The Other Side of The Street or O outro lado da rua (the original title in Portuguese) is a 2004 Brazilian film written and directed by Marcos Bernstein. It stars Fernanda Montenegro and Raul Cortez.

Plot 
Regina, a lonely and retired grandmother, defies social expectations maintaining a very active lifestyle in Rio de Janeiro's urban life. She does this largely by supplying the police with tips on criminal activities in the area. When she witnesses what she believes is a murder across the street, she tries to obtain incriminating statements from the supposed perpetrator but in the process her whole world changes...

Cast 
Fernanda Montenegro...	Regina Bragança
Raul Cortez...	Dr. Camargo
Luiz Carlos Persy	Detetive Alcides
Laura Cardoso...	Catarina / Patolina
Caio Ramos...	Bruno Bragança
Miguel Lunardi...	Eduardo Bragança
Márcio Vito...	Detetive Walmir
Eliana César...	Isabel Camargo
Milene Pizarro...	Célia Camargo
Flávio Pardal...	Chapeiro in the coffee shop
Mauro José...	Doorman of Regina's building
Fábio Lago...	Doorman of Camargo's building
Déo Garcez...	Salesman

Accolades
2004: Berlin International Film Festival
C.I.C.A.E. Award (won)

2004: Mar del Plata Film Festival
Best Film (Nominee)
Best Ibero-American Film (won)

2004: Tribeca Film Festival
Best Narrative Feature (Nominee)
Best Actress in a Narrative Feature (Fernanda Montenegro) (won)

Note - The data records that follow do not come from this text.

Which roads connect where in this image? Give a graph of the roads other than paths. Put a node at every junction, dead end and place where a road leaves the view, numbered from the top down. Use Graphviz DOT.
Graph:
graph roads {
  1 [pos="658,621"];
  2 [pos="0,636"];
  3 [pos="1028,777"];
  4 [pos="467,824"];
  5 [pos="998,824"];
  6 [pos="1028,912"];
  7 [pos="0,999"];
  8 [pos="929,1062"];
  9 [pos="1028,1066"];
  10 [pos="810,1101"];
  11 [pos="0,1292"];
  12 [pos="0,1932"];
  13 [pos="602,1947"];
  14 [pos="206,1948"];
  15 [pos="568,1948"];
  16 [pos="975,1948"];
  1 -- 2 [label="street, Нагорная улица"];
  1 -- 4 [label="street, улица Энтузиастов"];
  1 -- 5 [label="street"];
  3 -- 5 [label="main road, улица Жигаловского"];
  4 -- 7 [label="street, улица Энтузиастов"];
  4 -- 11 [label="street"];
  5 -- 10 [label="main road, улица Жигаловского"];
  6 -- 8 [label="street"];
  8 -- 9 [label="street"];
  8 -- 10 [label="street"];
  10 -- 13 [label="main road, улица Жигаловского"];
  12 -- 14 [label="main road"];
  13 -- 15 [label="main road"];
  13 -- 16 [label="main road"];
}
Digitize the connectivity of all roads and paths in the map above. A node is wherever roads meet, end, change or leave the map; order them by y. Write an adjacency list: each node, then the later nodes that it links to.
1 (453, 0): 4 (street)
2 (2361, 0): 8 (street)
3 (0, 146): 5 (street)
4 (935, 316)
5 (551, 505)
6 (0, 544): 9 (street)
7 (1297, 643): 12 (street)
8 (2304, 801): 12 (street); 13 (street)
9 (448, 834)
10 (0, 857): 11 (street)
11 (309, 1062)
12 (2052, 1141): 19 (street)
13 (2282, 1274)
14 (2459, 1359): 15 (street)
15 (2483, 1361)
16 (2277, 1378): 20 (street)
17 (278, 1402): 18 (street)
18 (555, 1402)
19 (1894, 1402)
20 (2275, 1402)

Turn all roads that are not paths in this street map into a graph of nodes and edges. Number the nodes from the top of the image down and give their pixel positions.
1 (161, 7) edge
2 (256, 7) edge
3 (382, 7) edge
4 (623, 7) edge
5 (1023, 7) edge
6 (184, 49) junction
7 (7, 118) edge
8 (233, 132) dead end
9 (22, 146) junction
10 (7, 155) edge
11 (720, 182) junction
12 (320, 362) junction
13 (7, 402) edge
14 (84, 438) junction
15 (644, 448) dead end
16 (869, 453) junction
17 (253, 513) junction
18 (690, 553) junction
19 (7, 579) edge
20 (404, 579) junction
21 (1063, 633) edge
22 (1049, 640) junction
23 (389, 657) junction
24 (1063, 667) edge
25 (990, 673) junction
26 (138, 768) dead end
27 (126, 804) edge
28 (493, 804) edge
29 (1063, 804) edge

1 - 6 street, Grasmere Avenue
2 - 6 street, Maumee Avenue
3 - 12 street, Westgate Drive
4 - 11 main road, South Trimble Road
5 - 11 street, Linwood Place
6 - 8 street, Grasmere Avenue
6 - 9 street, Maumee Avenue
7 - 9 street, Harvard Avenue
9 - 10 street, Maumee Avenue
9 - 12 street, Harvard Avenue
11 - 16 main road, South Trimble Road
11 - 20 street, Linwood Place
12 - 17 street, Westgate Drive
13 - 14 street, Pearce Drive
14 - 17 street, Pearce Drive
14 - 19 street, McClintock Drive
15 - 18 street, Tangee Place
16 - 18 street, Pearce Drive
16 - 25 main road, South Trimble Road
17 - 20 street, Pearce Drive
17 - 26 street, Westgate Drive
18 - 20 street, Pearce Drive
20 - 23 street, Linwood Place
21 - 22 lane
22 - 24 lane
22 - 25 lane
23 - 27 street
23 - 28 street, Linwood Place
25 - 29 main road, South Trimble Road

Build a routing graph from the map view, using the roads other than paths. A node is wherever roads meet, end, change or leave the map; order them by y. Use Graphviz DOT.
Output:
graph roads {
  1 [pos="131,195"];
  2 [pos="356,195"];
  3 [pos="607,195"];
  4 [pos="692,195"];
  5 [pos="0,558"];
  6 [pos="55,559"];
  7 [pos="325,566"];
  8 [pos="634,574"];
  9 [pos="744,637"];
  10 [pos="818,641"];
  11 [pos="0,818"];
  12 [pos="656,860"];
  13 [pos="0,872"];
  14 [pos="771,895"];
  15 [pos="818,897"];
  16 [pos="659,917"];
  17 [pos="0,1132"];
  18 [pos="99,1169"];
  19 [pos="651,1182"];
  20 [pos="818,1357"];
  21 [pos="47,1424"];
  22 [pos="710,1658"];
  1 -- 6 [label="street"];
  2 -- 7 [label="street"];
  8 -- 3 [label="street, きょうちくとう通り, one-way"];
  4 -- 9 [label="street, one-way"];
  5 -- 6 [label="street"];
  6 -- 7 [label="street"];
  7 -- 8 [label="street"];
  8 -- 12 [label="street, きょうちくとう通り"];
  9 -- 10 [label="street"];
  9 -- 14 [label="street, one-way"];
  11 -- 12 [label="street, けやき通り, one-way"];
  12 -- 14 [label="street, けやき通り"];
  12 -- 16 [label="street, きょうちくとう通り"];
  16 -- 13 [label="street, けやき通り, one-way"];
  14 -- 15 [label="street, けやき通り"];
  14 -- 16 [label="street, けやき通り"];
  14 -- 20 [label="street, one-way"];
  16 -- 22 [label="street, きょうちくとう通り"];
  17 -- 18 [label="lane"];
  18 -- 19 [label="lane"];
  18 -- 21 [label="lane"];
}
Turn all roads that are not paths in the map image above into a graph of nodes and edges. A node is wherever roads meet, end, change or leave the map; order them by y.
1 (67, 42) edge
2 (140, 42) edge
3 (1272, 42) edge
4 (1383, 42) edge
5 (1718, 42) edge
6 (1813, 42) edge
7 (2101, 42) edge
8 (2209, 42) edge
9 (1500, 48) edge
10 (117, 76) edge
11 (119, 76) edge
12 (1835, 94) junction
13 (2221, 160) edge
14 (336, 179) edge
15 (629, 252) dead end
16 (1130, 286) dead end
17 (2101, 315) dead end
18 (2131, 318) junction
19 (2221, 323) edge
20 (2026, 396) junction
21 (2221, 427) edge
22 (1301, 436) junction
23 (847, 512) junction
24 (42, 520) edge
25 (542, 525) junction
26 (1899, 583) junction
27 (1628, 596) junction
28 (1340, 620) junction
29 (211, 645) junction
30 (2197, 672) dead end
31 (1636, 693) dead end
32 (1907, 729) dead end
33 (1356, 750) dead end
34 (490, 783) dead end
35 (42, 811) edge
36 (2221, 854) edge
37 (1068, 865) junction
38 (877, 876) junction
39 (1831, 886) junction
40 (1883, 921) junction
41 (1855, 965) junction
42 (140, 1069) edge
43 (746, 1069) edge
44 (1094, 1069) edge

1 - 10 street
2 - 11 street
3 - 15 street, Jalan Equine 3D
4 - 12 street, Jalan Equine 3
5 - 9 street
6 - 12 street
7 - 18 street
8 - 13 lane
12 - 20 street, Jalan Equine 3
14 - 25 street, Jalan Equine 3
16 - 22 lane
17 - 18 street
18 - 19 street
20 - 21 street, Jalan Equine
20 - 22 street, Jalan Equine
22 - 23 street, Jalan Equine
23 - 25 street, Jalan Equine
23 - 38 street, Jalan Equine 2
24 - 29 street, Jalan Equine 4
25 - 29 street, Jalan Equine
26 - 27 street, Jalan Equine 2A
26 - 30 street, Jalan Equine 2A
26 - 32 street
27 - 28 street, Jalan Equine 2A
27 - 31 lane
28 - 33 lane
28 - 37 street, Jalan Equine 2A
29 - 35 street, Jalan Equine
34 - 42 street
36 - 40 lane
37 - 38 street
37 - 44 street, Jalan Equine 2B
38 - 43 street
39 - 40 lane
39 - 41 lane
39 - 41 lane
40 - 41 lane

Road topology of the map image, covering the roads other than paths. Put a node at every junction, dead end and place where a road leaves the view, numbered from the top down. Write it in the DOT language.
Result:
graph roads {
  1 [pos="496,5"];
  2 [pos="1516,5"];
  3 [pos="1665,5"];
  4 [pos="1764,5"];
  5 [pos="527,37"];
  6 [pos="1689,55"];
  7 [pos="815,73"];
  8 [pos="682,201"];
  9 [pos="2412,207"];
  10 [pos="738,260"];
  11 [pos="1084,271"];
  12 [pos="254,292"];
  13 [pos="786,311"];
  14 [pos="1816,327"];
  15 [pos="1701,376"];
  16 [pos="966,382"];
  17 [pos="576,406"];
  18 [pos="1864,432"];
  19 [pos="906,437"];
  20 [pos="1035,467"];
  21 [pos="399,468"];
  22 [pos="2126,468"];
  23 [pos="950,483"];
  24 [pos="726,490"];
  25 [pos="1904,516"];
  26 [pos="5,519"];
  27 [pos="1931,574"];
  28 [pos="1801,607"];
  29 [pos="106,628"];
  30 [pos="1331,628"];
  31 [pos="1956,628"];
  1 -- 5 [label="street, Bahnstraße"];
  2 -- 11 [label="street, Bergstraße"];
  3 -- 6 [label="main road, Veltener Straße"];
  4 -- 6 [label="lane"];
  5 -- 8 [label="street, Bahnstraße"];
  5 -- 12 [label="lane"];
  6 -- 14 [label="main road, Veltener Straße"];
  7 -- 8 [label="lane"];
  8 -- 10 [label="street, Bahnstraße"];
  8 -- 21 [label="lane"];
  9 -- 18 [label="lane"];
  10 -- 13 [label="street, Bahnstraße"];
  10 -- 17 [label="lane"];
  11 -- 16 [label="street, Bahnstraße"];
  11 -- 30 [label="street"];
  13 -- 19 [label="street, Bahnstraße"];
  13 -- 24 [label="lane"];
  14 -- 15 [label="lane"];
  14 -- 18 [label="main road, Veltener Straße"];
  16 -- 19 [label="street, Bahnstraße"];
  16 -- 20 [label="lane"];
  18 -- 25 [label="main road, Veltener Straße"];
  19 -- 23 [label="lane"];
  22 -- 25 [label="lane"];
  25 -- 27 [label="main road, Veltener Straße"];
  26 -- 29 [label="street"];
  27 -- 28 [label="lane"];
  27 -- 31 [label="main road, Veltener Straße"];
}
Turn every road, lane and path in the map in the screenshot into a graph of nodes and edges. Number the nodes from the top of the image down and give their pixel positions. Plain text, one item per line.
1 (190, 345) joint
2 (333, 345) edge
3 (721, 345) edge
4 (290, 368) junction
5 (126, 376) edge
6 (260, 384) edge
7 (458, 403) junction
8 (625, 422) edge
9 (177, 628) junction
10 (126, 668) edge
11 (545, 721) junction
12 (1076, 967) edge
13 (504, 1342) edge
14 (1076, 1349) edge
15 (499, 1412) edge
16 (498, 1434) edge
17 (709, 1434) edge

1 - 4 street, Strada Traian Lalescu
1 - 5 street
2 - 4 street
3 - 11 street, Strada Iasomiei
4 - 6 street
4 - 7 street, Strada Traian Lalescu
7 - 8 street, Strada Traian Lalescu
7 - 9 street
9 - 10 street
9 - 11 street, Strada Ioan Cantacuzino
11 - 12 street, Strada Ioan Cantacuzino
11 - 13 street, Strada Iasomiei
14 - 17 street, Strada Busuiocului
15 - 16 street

2005: Cinema Brazil Grand Prize
Best Picture (Nominee)
Best Actress (Fernanda Montenegro) (won)
Best Actor (Raul Cortez) (Nominee)
Best Supporting Actress (Laura Cardoso) (won)
Best Screenplay, Original (Marcos Bernstein and Melanie Dimantas) (Nominee)
Best Sound (Jorge Saldanha, Waldir Xavier and Rodrigo de Noronha) (Nominee)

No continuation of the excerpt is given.